The Asian steel market could sputter should China, whose economy has recovered from the coronavirus’ impact ahead of other major economies, steps up production again. Cutting capacity is key for Nippon Steel to boost efficiency and focus its resources on areas where it differentiates itself from rivals, like automotive steel plates.
The growing push for decarbonization in Japan and across the world plays into Nippon Steel’s streamlining push as well.
Japanese Prime Minister Yoshihide Suga announced last year that the country will aim to achieve carbon neutrality by 2050. The move has energized Japan’s debate on carbon pricing, where companies would essentially pay for the emissions they produce.
“Carbon pricing will distort the market,” Hashimoto told Suga in a February meeting.

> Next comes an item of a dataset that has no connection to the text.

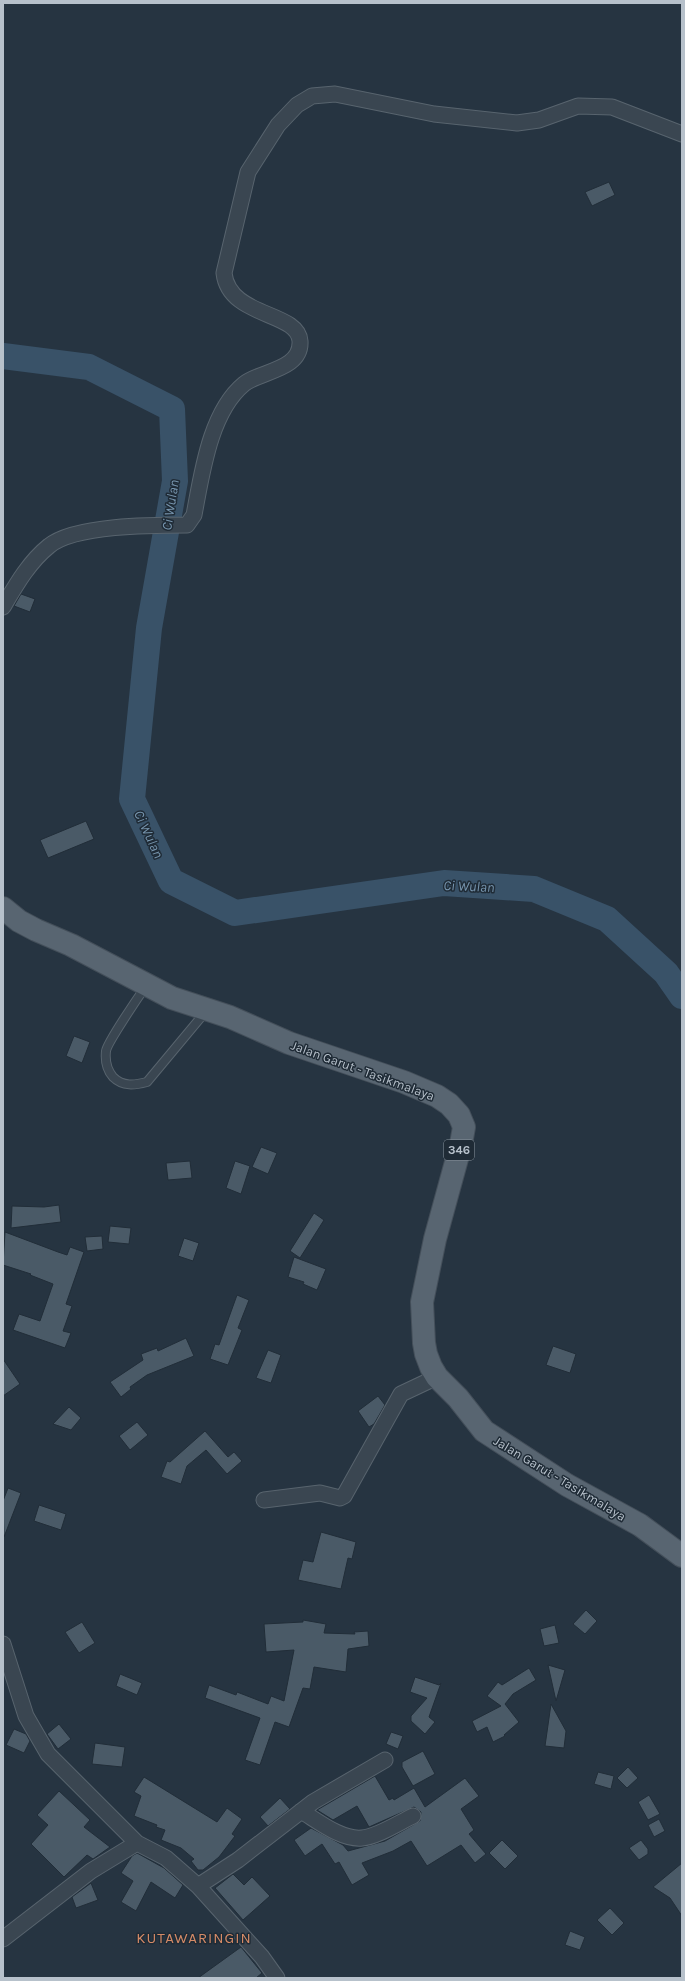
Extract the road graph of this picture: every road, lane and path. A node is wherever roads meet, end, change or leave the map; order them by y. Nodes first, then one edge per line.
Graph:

Steelmaking is a carbon-intensive industry, since blast furnaces used in production run on coke, a coal-derived fuel. Nippon Steel in particular is one of Japan’s largest corporate emitters, producing 94 million tons of carbon dioxide a year — which could potentially cost the company hundreds of millions of yen annually under a carbon pricing scheme.
But Nippon Steel has not turned a blind eye toward climate change. The company’s five-year plan calls for net zero carbon dioxide emissions by 2050, which aligns with the government’s goal.
Nippon Steel aims to achieve its zero-carbon steel initiative by adopting carbon capturing technology and hydrogen reduction methods, which eschews the use of coke. Those changes will demand a complete face-lift of Nippon Steel’s blast furnace processes, and investments between 4 trillion yen to 5 trillion yen.
Global rivals are pursuing decarbonization as well. Last year, ArcelorMittal sold off its U.S. subsidiary, including the unit’s blast furnaces, to Cleveland-Cliff, an American iron-ore company. ArcelorMittal will offload underperforming assets as it shifts toward investing in green tech in Europe and elsewhere, which will wean the company away from blast furnaces.
The Chinese government is moving toward consolidating domestic steel-makers, which would potentially give birth to entities capable of producing 100 million tons of year. Although Japanese counterparts have taken the lead in developing green technology, it is only a matter of time before scaled-up Chinese rivals catch up.
“If things don’t change, Japan’s steel industry itself will find it difficult to survive,” said Atsushi Yamaguchi, senior analyst at SMBC Nikko Securities.
Nippon Steel’s five-year plan calls for 2.4 trillion yen in capital expenditures. The company will also spend 600 billion yen to expand the Indian steel operation and to acquire steel mills in other countries.
The midterm plan envisions Nippon Steel’s global output capacity to jump to 100 million tons from 70 million tons. But if the group fails to regain its earning capacity, the overseas expansion will stall.